The problem: The entries must be restated exactly as written.

Stored data:
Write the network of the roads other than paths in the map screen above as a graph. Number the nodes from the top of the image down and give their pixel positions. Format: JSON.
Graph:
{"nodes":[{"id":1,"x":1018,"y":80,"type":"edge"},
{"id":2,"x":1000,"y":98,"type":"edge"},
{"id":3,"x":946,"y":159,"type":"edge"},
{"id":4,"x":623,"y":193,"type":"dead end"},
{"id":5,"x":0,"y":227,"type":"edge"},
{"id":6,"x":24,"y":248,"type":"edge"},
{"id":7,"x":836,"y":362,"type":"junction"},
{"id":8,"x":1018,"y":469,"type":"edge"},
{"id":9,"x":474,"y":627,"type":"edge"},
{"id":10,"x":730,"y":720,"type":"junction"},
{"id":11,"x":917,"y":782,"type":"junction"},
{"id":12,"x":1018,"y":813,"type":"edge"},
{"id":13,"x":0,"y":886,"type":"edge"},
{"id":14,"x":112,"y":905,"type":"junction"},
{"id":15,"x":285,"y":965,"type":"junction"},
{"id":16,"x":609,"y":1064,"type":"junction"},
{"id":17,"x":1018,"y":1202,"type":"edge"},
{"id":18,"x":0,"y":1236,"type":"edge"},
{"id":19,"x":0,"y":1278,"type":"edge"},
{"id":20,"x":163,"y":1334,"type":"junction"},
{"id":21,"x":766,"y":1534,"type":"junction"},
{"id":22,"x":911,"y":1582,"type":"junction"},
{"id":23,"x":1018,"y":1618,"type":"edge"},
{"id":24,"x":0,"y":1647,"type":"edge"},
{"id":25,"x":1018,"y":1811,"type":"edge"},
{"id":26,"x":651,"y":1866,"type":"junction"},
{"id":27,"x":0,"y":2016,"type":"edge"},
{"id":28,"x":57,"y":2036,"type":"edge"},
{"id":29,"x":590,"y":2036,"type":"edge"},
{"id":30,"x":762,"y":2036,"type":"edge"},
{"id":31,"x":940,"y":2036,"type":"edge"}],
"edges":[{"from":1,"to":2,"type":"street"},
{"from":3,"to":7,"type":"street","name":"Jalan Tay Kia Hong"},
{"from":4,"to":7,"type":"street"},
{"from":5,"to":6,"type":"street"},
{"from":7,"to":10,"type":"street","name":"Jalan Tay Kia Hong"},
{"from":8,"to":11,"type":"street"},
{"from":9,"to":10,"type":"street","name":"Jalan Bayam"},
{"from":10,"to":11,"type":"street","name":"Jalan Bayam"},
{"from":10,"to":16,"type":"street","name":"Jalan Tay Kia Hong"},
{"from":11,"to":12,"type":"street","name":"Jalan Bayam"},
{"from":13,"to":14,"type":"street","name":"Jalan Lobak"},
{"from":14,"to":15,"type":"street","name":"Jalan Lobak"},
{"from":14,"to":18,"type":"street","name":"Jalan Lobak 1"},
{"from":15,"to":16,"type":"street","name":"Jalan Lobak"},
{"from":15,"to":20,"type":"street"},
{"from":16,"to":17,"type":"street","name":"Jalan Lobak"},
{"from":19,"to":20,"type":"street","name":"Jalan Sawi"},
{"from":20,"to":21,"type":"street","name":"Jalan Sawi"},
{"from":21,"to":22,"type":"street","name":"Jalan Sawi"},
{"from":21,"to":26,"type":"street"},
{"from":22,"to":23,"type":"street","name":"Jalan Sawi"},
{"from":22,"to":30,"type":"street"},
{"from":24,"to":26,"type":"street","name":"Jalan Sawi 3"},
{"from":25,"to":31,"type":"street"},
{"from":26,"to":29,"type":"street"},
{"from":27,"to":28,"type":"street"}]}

Exercise answer:
Write the network of the roads other than paths in the map screen above as a graph. Number the nodes from the top of the image down and give their pixel positions. Format: JSON.
Graph:
{"nodes":[{"id":1,"x":1018,"y":80,"type":"edge"},
{"id":2,"x":1000,"y":98,"type":"edge"},
{"id":3,"x":946,"y":159,"type":"edge"},
{"id":4,"x":623,"y":193,"type":"dead end"},
{"id":5,"x":0,"y":227,"type":"edge"},
{"id":6,"x":24,"y":248,"type":"edge"},
{"id":7,"x":836,"y":362,"type":"junction"},
{"id":8,"x":1018,"y":469,"type":"edge"},
{"id":9,"x":474,"y":627,"type":"edge"},
{"id":10,"x":730,"y":720,"type":"junction"},
{"id":11,"x":917,"y":782,"type":"junction"},
{"id":12,"x":1018,"y":813,"type":"edge"},
{"id":13,"x":0,"y":886,"type":"edge"},
{"id":14,"x":112,"y":905,"type":"junction"},
{"id":15,"x":285,"y":965,"type":"junction"},
{"id":16,"x":609,"y":1064,"type":"junction"},
{"id":17,"x":1018,"y":1202,"type":"edge"},
{"id":18,"x":0,"y":1236,"type":"edge"},
{"id":19,"x":0,"y":1278,"type":"edge"},
{"id":20,"x":163,"y":1334,"type":"junction"},
{"id":21,"x":766,"y":1534,"type":"junction"},
{"id":22,"x":911,"y":1582,"type":"junction"},
{"id":23,"x":1018,"y":1618,"type":"edge"},
{"id":24,"x":0,"y":1647,"type":"edge"},
{"id":25,"x":1018,"y":1811,"type":"edge"},
{"id":26,"x":651,"y":1866,"type":"junction"},
{"id":27,"x":0,"y":2016,"type":"edge"},
{"id":28,"x":57,"y":2036,"type":"edge"},
{"id":29,"x":590,"y":2036,"type":"edge"},
{"id":30,"x":762,"y":2036,"type":"edge"},
{"id":31,"x":940,"y":2036,"type":"edge"}],
"edges":[{"from":1,"to":2,"type":"street"},
{"from":3,"to":7,"type":"street","name":"Jalan Tay Kia Hong"},
{"from":4,"to":7,"type":"street"},
{"from":5,"to":6,"type":"street"},
{"from":7,"to":10,"type":"street","name":"Jalan Tay Kia Hong"},
{"from":8,"to":11,"type":"street"},
{"from":9,"to":10,"type":"street","name":"Jalan Bayam"},
{"from":10,"to":11,"type":"street","name":"Jalan Bayam"},
{"from":10,"to":16,"type":"street","name":"Jalan Tay Kia Hong"},
{"from":11,"to":12,"type":"street","name":"Jalan Bayam"},
{"from":13,"to":14,"type":"street","name":"Jalan Lobak"},
{"from":14,"to":15,"type":"street","name":"Jalan Lobak"},
{"from":14,"to":18,"type":"street","name":"Jalan Lobak 1"},
{"from":15,"to":16,"type":"street","name":"Jalan Lobak"},
{"from":15,"to":20,"type":"street"},
{"from":16,"to":17,"type":"street","name":"Jalan Lobak"},
{"from":19,"to":20,"type":"street","name":"Jalan Sawi"},
{"from":20,"to":21,"type":"street","name":"Jalan Sawi"},
{"from":21,"to":22,"type":"street","name":"Jalan Sawi"},
{"from":21,"to":26,"type":"street"},
{"from":22,"to":23,"type":"street","name":"Jalan Sawi"},
{"from":22,"to":30,"type":"street"},
{"from":24,"to":26,"type":"street","name":"Jalan Sawi 3"},
{"from":25,"to":31,"type":"street"},
{"from":26,"to":29,"type":"street"},
{"from":27,"to":28,"type":"street"}]}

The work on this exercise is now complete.